+++ TASK MATERIAL
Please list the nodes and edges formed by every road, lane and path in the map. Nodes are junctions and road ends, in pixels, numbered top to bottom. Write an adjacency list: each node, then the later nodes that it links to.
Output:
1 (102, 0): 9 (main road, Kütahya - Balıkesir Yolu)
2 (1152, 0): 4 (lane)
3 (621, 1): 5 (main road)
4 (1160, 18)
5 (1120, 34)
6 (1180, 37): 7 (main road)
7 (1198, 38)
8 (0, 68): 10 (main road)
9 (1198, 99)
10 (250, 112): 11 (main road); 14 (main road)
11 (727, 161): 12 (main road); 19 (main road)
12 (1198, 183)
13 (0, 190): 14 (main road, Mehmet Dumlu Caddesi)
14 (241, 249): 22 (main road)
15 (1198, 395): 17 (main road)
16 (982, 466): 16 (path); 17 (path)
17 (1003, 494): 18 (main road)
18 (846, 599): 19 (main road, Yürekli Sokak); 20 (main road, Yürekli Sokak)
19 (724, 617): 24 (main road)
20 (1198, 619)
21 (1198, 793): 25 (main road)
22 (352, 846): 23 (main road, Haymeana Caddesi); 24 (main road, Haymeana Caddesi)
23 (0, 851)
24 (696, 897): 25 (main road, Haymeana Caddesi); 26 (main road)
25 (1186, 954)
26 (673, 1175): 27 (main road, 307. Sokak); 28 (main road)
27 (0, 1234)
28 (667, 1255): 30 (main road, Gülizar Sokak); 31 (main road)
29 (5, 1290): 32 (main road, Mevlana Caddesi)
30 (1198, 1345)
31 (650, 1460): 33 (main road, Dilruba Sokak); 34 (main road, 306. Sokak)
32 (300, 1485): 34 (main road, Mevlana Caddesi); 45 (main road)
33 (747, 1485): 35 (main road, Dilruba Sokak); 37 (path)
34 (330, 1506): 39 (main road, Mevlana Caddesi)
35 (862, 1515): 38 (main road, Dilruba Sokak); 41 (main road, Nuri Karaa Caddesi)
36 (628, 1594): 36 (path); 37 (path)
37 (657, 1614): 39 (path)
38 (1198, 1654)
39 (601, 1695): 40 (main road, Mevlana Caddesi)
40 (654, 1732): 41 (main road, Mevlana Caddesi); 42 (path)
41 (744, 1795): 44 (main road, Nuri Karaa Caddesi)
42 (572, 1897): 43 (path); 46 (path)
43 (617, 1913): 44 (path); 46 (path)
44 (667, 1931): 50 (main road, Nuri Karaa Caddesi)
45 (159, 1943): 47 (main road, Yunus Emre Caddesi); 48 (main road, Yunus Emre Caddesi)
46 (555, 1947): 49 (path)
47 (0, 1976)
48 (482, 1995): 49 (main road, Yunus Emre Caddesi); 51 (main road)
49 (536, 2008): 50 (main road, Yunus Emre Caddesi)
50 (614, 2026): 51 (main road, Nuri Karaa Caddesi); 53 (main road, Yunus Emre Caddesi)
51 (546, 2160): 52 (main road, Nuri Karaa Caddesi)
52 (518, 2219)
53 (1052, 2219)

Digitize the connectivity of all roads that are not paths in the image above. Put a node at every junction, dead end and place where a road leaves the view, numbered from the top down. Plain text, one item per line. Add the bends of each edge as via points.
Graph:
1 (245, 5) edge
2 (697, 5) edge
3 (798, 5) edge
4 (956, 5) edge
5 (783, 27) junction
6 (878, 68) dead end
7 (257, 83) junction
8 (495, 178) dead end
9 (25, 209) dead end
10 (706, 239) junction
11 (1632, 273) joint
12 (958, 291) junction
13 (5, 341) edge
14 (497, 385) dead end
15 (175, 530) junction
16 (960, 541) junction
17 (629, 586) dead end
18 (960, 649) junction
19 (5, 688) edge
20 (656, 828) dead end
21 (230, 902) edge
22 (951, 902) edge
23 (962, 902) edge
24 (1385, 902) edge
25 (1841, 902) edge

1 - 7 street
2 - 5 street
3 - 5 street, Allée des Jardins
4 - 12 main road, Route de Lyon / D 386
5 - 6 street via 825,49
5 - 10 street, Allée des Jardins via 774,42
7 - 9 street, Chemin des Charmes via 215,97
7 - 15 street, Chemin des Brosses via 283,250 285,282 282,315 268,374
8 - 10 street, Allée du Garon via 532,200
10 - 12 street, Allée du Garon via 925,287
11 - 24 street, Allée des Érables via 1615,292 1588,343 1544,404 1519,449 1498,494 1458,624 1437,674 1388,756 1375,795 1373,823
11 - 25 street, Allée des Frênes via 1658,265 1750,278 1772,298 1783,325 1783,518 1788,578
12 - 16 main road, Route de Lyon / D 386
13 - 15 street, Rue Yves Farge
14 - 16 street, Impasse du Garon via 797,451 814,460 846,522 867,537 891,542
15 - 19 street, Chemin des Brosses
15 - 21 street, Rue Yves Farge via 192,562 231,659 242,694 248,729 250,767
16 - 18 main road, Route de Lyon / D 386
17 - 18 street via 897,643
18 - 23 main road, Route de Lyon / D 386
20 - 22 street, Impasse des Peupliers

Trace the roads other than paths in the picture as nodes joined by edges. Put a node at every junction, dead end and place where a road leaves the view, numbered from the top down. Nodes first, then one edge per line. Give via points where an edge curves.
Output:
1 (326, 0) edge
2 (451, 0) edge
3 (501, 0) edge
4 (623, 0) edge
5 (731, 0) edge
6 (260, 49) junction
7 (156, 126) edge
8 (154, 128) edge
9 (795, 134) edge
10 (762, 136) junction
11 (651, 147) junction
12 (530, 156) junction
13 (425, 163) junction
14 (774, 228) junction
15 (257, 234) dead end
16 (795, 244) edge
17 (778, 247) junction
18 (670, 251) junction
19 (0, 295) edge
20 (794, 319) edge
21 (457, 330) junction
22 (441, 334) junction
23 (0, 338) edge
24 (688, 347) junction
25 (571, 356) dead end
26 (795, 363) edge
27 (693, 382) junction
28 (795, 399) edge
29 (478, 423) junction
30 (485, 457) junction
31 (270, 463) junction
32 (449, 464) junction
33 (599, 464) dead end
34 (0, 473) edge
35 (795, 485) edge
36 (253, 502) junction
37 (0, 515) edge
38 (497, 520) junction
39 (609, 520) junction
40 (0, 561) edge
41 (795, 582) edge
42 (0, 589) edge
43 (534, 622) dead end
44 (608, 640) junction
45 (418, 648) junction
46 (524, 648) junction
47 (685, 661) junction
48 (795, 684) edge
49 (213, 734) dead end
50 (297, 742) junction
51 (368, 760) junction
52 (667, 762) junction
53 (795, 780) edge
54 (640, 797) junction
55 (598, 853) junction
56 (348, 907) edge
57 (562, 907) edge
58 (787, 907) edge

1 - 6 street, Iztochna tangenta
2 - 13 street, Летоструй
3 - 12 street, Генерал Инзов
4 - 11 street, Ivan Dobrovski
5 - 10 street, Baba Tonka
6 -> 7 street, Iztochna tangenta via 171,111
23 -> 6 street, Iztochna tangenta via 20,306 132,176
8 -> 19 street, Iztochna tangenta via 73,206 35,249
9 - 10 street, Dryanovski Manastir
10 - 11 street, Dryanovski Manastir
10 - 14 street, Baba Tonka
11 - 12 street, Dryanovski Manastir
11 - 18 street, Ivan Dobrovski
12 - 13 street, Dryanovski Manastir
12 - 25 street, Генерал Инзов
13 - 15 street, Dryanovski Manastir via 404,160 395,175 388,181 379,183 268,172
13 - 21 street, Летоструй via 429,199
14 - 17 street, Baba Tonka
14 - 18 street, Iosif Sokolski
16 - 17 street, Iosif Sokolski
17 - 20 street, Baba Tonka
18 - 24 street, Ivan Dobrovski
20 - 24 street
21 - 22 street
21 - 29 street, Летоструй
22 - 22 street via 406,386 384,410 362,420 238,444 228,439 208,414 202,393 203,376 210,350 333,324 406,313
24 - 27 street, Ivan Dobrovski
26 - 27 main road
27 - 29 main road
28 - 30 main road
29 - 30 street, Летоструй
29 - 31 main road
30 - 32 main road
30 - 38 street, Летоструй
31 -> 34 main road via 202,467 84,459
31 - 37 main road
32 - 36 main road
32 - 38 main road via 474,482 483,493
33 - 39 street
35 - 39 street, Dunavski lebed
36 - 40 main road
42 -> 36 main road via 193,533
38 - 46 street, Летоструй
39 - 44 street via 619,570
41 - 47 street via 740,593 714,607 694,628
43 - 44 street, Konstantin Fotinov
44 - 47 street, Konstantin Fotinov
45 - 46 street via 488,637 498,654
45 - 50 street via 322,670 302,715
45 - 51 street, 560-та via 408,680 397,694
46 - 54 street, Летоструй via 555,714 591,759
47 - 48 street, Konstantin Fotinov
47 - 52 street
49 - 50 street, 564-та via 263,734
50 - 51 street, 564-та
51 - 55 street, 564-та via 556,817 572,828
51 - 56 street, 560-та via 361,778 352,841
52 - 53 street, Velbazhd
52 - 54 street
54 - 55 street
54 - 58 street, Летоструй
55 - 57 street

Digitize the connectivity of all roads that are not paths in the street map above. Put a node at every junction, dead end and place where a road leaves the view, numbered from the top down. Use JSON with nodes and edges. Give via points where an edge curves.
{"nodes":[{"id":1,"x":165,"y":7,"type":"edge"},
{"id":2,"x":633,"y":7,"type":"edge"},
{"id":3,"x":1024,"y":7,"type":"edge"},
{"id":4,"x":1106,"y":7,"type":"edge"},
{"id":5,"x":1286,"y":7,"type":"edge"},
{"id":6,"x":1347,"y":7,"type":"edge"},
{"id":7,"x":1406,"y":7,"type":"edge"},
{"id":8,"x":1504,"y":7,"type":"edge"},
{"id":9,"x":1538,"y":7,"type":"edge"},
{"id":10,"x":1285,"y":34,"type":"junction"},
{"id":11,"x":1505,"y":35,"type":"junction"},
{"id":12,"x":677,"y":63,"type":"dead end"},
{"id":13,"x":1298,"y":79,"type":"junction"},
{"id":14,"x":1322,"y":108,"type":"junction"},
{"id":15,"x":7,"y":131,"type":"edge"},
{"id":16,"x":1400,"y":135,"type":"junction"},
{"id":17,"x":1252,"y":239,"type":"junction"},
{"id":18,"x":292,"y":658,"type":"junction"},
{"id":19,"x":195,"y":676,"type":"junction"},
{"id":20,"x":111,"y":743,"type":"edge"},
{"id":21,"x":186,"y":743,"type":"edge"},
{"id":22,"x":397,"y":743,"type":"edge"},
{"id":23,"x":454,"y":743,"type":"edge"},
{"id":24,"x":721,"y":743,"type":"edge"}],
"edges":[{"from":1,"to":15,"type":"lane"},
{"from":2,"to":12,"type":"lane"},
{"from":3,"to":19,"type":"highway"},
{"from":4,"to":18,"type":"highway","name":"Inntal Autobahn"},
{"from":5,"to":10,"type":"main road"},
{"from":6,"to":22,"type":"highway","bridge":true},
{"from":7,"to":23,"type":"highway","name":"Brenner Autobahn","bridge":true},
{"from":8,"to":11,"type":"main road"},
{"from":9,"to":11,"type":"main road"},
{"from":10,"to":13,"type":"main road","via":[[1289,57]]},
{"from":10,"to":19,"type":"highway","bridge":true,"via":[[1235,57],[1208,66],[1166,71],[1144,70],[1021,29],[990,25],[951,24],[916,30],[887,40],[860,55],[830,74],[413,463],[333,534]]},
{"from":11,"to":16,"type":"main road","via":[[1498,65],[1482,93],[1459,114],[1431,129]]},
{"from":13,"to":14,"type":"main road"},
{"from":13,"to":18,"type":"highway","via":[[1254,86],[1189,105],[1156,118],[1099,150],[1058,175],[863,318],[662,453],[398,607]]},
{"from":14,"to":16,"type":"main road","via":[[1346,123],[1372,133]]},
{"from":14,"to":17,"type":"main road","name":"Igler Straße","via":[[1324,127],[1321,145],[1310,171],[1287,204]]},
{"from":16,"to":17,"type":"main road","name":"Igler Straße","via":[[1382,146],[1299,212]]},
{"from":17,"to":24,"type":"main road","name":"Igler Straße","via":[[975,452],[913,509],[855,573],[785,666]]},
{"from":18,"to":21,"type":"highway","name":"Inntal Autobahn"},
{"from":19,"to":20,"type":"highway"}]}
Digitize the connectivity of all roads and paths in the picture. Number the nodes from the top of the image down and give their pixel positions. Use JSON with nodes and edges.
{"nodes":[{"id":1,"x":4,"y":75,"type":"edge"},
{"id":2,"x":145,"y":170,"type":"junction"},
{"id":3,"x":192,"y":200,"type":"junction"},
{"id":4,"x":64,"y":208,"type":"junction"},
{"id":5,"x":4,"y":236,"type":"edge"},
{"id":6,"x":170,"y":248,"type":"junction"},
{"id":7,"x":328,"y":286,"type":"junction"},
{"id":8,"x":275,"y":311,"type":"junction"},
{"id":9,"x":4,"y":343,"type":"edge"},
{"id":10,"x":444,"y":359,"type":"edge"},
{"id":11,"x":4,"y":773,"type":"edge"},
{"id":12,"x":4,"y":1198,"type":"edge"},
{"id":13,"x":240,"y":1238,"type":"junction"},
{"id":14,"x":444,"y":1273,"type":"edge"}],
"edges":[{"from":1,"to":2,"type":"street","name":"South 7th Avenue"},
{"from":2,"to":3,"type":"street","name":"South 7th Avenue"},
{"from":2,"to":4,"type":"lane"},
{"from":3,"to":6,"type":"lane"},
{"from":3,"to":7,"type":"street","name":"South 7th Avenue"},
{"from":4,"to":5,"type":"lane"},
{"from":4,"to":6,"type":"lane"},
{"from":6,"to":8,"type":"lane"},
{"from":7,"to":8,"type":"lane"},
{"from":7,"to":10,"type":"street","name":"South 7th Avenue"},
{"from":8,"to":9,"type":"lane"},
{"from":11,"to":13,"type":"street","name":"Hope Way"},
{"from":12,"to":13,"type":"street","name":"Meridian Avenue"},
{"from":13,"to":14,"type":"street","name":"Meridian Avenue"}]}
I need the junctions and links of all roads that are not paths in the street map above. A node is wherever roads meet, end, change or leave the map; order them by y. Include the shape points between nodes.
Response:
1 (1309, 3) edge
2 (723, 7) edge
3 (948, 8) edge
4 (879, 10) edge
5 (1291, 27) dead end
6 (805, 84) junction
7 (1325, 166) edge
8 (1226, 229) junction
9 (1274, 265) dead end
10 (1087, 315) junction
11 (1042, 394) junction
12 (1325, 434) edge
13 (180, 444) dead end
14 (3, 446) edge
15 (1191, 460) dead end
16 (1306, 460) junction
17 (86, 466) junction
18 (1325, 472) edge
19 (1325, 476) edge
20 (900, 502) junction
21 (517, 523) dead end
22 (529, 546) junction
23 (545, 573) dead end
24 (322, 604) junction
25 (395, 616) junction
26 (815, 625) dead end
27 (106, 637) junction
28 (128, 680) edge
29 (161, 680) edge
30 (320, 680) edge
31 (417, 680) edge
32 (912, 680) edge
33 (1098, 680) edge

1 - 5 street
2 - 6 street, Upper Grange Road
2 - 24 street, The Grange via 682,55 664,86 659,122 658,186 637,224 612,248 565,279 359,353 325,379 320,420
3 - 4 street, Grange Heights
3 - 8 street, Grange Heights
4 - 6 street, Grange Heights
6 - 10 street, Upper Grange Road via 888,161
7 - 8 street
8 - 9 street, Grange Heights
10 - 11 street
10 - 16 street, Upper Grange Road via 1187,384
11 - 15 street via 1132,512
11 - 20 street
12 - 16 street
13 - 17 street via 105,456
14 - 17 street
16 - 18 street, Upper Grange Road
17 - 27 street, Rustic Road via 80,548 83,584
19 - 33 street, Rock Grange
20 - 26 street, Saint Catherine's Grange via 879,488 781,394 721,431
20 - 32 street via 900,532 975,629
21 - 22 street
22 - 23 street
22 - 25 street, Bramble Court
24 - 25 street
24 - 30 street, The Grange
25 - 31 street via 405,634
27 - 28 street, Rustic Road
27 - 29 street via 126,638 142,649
++++++
WORK ORDER: Using the entries above, work out the number of lines that hold the word "Iztochna" and write it with no other words.

WRITTEN RESPONSE: 4